● **Saved data entries**
#####

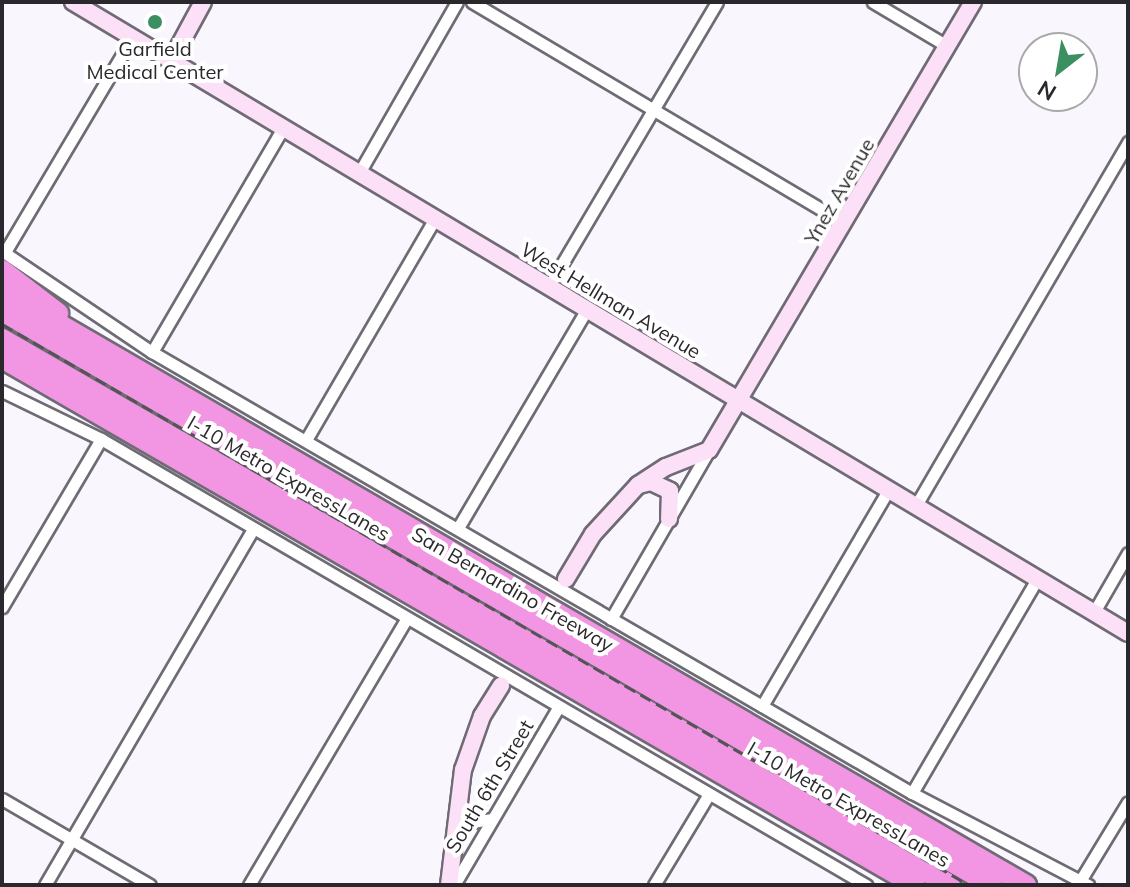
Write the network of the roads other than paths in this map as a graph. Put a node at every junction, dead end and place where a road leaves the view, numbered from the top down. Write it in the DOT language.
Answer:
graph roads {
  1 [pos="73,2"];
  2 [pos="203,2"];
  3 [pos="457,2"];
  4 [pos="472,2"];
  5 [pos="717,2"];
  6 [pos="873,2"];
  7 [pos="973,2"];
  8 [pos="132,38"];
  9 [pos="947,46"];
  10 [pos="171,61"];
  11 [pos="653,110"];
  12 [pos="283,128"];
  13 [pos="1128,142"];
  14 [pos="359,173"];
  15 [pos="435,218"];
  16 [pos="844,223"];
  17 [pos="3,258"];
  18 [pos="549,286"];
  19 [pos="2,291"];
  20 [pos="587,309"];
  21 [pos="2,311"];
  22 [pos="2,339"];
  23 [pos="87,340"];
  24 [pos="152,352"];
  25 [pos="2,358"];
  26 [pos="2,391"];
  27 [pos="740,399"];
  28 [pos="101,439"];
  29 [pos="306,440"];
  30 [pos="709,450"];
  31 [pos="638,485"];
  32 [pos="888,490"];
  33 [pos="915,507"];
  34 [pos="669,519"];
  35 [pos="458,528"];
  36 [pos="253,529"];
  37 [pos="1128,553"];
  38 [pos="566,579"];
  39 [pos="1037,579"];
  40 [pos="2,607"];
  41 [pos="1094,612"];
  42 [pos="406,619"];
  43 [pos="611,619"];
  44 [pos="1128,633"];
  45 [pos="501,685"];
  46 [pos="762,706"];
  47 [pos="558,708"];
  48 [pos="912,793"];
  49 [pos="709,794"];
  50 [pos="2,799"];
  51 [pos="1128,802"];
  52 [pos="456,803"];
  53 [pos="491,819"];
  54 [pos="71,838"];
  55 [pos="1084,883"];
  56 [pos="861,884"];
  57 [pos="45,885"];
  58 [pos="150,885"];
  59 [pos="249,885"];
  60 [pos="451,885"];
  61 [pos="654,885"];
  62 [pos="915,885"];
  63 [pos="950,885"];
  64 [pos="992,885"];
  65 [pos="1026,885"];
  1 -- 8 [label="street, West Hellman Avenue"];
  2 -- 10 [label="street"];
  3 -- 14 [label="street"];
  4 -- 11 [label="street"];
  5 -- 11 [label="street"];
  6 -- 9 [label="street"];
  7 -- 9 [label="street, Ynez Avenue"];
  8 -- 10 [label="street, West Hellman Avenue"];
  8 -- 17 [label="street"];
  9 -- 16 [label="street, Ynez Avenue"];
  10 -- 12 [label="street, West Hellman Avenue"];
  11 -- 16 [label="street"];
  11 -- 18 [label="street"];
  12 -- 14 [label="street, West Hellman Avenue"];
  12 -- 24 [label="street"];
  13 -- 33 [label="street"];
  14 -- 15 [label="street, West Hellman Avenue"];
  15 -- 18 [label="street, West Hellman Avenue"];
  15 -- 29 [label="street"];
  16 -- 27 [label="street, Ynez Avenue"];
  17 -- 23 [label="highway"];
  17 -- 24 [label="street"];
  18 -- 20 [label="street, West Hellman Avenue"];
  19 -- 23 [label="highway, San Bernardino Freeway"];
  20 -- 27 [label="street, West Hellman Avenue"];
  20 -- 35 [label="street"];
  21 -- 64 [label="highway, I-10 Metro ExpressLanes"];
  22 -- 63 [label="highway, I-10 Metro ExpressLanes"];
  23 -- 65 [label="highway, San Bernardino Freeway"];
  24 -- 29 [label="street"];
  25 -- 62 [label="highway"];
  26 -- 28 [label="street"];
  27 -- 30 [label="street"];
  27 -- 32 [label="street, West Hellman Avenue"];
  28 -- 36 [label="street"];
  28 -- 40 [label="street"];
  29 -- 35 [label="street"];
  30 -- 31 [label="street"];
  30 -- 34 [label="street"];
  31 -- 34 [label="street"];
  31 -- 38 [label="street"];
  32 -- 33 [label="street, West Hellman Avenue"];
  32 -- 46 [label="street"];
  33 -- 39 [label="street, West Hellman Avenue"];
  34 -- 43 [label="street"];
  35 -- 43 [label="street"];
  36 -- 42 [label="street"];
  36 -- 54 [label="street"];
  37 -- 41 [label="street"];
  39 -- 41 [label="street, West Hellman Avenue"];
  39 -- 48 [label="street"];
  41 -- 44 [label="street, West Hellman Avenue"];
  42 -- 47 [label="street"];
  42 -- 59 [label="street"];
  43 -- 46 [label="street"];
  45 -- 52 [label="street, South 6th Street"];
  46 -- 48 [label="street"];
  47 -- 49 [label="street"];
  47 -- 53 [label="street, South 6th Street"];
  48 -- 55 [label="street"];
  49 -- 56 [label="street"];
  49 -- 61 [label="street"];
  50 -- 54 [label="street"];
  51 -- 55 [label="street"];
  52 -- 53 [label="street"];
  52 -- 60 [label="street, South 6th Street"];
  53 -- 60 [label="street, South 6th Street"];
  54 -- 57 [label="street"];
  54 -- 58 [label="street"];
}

#####

● **The task**
For every line in the data above that holds "Bernardino", return the line itself.

● **Task solution**
  19 -- 23 [label="highway, San Bernardino Freeway"];
  23 -- 65 [label="highway, San Bernardino Freeway"];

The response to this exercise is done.